The Dublin native Franciosi comes from British TV (including two episodes of Game of Thrones), and she goes convincingly mad during an interlude where she hears Irish fiddle music in the middle of the forest. Yet when she sets her lips together and puts her head down to pursue her quarry, you know that anyone in Clare’s way will pay for it. Clare’s fate is terrifying for being so inevitable — she has a husband who owns a gun and is willing to kill anyone who hurts her, and she herself knows how to deal with soldiers who step out of line when she’s pouring drinks for them. None of it saves her, because Hawkins well knows that a British Army officer can prey on a poor Irishwoman with impunity so far from anyone who he thinks might hold him accountable.
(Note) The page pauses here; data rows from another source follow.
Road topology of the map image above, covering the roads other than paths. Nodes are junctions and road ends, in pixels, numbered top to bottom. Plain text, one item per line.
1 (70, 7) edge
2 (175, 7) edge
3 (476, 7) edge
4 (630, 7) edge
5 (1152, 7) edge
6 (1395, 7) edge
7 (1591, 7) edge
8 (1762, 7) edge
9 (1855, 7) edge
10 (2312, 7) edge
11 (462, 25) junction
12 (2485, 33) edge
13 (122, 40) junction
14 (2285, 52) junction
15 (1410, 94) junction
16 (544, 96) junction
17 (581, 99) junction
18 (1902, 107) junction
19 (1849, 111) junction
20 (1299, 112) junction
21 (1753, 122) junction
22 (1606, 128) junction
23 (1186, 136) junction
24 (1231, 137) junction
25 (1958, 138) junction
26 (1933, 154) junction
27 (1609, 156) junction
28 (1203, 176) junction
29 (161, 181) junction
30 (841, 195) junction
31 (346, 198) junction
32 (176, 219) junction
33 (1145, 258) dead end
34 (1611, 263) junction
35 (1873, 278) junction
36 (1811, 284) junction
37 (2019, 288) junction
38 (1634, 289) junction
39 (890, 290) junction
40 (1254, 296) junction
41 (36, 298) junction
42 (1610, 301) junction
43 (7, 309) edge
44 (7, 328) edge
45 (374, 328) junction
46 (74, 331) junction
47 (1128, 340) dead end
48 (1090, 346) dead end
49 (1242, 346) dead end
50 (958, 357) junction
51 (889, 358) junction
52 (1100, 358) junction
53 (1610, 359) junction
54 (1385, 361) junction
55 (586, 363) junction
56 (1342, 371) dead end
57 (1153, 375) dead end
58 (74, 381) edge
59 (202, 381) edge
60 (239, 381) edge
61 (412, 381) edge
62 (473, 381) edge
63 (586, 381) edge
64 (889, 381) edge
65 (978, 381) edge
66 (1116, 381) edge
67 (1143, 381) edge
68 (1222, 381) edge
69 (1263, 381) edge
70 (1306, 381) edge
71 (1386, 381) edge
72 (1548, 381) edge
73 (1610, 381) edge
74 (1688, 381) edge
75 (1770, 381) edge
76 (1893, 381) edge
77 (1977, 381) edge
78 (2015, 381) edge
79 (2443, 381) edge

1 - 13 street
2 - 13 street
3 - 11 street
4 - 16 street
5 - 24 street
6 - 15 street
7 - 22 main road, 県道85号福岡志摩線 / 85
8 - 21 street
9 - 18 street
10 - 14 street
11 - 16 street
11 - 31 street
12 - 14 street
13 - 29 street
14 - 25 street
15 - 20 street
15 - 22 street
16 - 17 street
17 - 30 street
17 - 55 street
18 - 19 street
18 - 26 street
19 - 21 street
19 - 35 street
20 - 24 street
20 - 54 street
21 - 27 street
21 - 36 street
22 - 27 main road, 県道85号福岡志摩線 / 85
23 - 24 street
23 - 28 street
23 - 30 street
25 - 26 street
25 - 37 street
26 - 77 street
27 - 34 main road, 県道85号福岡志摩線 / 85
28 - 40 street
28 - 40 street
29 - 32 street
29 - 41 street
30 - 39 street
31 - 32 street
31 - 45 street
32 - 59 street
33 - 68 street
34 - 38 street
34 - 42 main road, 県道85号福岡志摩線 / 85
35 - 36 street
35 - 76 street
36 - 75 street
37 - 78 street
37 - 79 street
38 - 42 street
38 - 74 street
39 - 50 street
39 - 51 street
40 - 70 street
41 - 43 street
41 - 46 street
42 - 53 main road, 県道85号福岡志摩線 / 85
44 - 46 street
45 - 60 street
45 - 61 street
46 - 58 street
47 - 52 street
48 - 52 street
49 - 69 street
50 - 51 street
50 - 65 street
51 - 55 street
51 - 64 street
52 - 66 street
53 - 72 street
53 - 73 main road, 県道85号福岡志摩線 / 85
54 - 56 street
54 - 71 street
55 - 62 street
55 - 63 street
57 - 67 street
The film is called The Nightingale as a reference to Clare’s fine singing voice, but if you know Greek mythology, you also know of its association with Philomela, the raped Athenian princess who takes revenge on her rapist and is transformed into the bird to escape his punishment. Going back to the ancients, stories about women who were raped have frequently included them having their tongues cut out so they can’t tell their stories. Ultimately, Clare finds peace not in murdering the rapist but in standing up in public and saying what the lieutenant has done. In the end, her act of storytelling is mirrored in the film itself, a woman showing us that rape and murder are the ashes upon which our gleaming civilization is built. It’s up to us to be strong enough to look.

The Nightingale

Starring Aisling Franciosi, Baykali Ganambarr, and Sam Claflin. Written and directed by Jennifer Kent. Rated R.